Business Day in a recent editorial adopted the more-or-less standard narrative line in “progressive” and “enlightened” Western media. My reply follows below (submitted to Business Day):

I have no doubt that the editorial (“Israel cannot shun Kerry’s warning”, Business Day 2 May) means well. But it fails to address the most significant elements in the sadly predictable outcome of the Peace Initiative and ends by drawing a misleading analogy with the South African experience.

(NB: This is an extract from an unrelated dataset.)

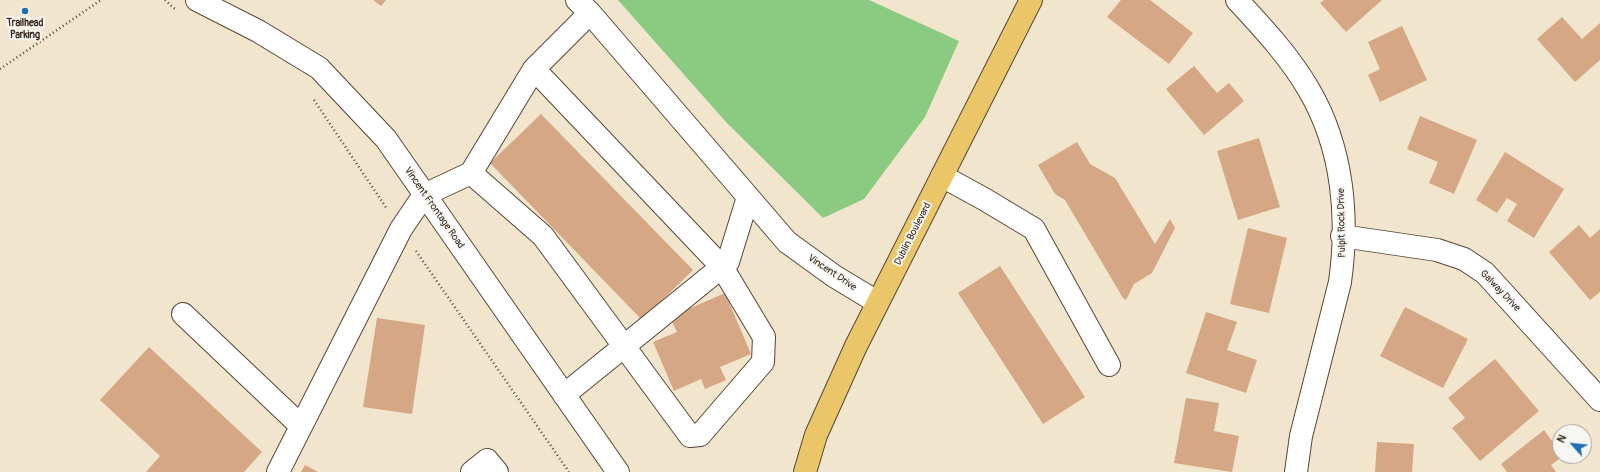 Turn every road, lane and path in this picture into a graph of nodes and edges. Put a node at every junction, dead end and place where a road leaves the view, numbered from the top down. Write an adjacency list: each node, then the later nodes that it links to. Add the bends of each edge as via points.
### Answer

Zionism was a response to the 2 millennia-long Jewish experience of exile and permanent minority status, exclusion, physical insecurity, humiliation and repeated episodes of murderous violence culminating in the most horrific genocide in Man’s long history of brutality. The choice of Palestine to resurrect the Jewish nation was dictated by the continued presence of Jews there ever since their origin 3000 years ago and its centrality in Jewish religious and historical memory.

In the break-up of the Ottoman empire and colonial retreat from the Middle East and North Africa the Arabs received over 99.8 % of the territory (partly reflecting similar but less extreme disproportion in population numbers) with less than 0.2 % going to the Jews at the time of partition in 1947. The Palestinians were not seen by the Arab community at the time even as a future national entity. Following the rejection of partition by surrounding Arab states and the ensuing 1947/48 war, Jordan annexed the West Bank and declared her sovereignty over it. A Palestinian state has never existed either in the West Bank, or indeed anywhere else, and was subsequently only mooted to serve as the sharp edge of Arab rejectionism shortly prior to the 1967 war and conquest of the West Bank by Israel.

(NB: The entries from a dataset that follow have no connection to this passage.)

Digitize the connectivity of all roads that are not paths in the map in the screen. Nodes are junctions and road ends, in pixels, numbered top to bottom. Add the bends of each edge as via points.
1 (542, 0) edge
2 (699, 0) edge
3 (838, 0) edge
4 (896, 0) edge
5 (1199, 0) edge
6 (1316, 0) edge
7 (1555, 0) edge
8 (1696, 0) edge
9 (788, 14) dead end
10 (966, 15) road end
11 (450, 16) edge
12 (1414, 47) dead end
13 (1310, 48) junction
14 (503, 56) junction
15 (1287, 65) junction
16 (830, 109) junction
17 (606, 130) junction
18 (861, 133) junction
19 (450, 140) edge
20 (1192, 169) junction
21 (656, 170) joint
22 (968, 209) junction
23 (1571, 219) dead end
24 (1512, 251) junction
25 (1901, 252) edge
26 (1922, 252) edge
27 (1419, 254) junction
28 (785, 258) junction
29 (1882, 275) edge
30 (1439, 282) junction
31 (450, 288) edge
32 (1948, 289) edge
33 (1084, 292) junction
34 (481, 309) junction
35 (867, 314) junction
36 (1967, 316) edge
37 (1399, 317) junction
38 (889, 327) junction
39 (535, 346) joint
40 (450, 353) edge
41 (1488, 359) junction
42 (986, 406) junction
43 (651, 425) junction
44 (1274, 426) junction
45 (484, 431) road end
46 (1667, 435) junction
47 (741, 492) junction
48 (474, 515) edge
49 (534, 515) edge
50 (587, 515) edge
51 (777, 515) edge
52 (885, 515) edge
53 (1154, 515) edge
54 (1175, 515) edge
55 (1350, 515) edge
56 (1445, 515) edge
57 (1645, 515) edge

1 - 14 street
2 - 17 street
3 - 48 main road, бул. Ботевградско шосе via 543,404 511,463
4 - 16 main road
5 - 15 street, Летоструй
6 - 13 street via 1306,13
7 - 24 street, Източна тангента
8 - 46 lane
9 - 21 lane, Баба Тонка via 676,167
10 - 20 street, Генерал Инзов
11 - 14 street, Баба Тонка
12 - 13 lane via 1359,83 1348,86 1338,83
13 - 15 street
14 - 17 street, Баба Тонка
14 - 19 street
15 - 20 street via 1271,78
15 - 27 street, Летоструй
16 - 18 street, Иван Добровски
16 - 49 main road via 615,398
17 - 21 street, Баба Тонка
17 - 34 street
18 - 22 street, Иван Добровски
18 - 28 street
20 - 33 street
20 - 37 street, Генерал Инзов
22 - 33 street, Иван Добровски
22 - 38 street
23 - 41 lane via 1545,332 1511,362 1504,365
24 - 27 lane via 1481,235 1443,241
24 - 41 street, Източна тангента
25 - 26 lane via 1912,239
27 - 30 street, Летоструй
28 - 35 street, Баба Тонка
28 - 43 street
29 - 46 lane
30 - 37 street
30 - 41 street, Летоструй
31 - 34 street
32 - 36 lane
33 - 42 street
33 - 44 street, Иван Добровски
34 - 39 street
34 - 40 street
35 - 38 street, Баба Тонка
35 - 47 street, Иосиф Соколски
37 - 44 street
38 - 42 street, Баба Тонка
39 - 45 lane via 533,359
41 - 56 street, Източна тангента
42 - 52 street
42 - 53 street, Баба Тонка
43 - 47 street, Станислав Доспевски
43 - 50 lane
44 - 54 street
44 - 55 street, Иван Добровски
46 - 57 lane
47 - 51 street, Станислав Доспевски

Since then Arab-Palestinian rejectionism has continued unabated and has been pursued by military and political means. However, the entire Arab-Islamic region, with Israel at its epicentre, is in a state of convulsive turmoil due to the rise of extremist political-religious movements, the persistence of traditional tyrannical governments, denial of basic human and political rights, technological and economic backwardness, ecological pressures and gross anti-Semitism.

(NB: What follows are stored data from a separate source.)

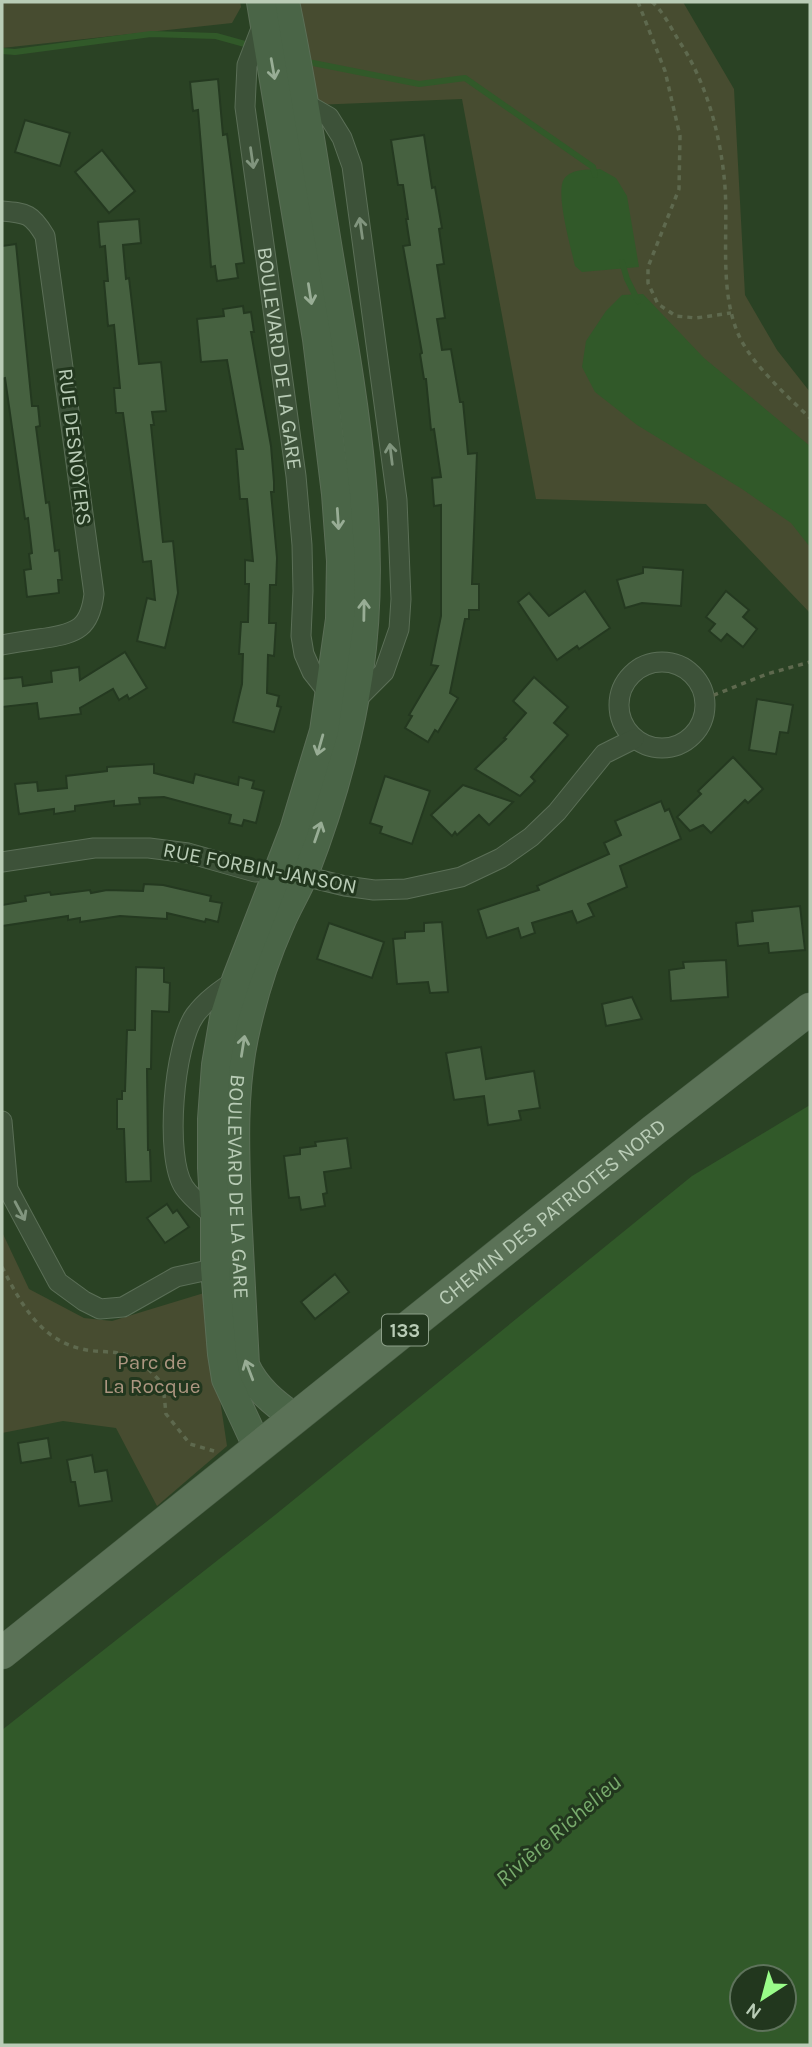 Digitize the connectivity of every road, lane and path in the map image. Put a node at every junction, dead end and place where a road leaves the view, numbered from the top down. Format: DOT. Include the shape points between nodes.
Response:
graph roads {
  1 [pos="638,2"];
  2 [pos="652,2"];
  3 [pos="270,8"];
  4 [pos="303,102"];
  5 [pos="2,211"];
  6 [pos="731,313"];
  7 [pos="810,418"];
  8 [pos="2,645"];
  9 [pos="810,662"];
  10 [pos="342,698"];
  11 [pos="704,699"];
  12 [pos="634,738"];
  13 [pos="2,862"];
  14 [pos="291,872"];
  15 [pos="236,979"];
  16 [pos="810,1009"];
  17 [pos="2,1122"];
  18 [pos="215,1217"];
  19 [pos="227,1266"];
  20 [pos="2,1267"];
  21 [pos="295,1418"];
  22 [pos="251,1454"];
  23 [pos="2,1653"];
  1 -- 6 [label="path" via="665,71 680,136 679,190 648,267 648,284 657,304 676,316"];
  2 -- 6 [label="path" via="691,59 713,117 724,176"];
  3 -- 4 [label="street, BOULEVARD DE LA GARE"];
  3 -- 10 [label="street, BOULEVARD DE LA GARE, one-way" via="336,494"];
  3 -- 10 [label="street, BOULEVARD DE LA GARE, one-way" via="247,65 245,107 296,476 302,545 301,636 313,672"];
  10 -- 4 [label="street, BOULEVARD DE LA GARE, one-way" via="365,616 363,492 356,413"];
  10 -- 4 [label="street, one-way" via="384,672 399,629 397,500 352,166 329,117"];
  5 -- 8 [label="street, RUE DESNOYERS" via="22,212 36,219 46,236 94,594 92,610 72,634"];
  6 -- 7 [label="path" via="741,340"];
  9 -- 11 [label="path"];
  10 -- 14 [label="street, BOULEVARD DE LA GARE" via="324,731 294,830"];
  11 -- 12 [label="street" via="703,718 693,736 681,744 662,749"];
  11 -- 12 [label="street" via="690,672 676,665 657,663 639,668 621,691 619,710 623,725"];
  12 -- 14 [label="street, RUE FORBIN-JANSON" via="604,754 531,837 461,877 406,889 374,890"];
  13 -- 14 [label="street, RUE FORBIN-JANSON" via="120,846 188,853 255,872"];
  14 -- 15 [label="street, BOULEVARD DE LA GARE"];
  19 -- 14 [label="street, BOULEVARD DE LA GARE, one-way" via="244,1039"];
  15 -- 18 [label="street, BOULEVARD DE LA GARE" via="216,1065"];
  15 -- 18 [label="street, BOULEVARD DE LA GARE" via="195,1015 178,1061 173,1143 177,1169 183,1186"];
  16 -- 21 [label="main road, CHEMIN DES PATRIOTES NORD / 133"];
  17 -- 19 [label="street, one-way" via="8,1189 58,1282 84,1301 100,1309 123,1307 176,1277"];
  18 -- 19 [label="street, BOULEVARD DE LA GARE"];
  21 -- 19 [label="street, BOULEVARD DE LA GARE, one-way" via="267,1398 245,1365"];
  19 -- 22 [label="street, BOULEVARD DE LA GARE" via="226,1379"];
  20 -- 22 [label="path" via="32,1319 55,1339 81,1349 132,1356 163,1384 166,1414 190,1444"];
  21 -- 22 [label="main road, CHEMIN DES PATRIOTES NORD / 133"];
  22 -- 23 [label="main road, CHEMIN DES PATRIOTES NORD / 133"];
}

The upshot is a horrific death toll and instability of the whole region with Israel serving as the scapegoat and rejection of the Jewish state as the sole unifying principle in a region riven by violent internal factionalism.

There is little doubt that almost all Israelis are deeply troubled by the situation in the West Bank and want it resolved. A strong majority, until recently, were strongly supportive of a 2 state solution. But to demand that tiny and vastly outnumbered Israel should compromise without the basic acknowledgement of its status as the sole Jewish homeland, understanding of its historical and contextual anxieties accompanied by the necessary security arrangements defies both reason and common humanity.

The Palestinians continue with systematic rejection of all Jewish claims, ongoing open incitement and glorification of terrorism under the aegis of resistance. Failure to acknowledge this undermines your apparent attempt at evenhandedness in the editorial.

Mr Alon Ben Meir, however, a leftwing, self-identified pro-Zionist, feels differently. In a recent post he attributes the collapse of  Kerry’s peace initiative to Netanyahu:  “He (Netanyahu) falsely links the country’s national security to his insatiable thirst for more Palestinian land. He remains marred (sic) in illusions and grandiose dreams, blindly crawling through dark alleys, dragging Israel ever steadily to the abyss, foolishly misleading a county and a people he is entrusted to lead.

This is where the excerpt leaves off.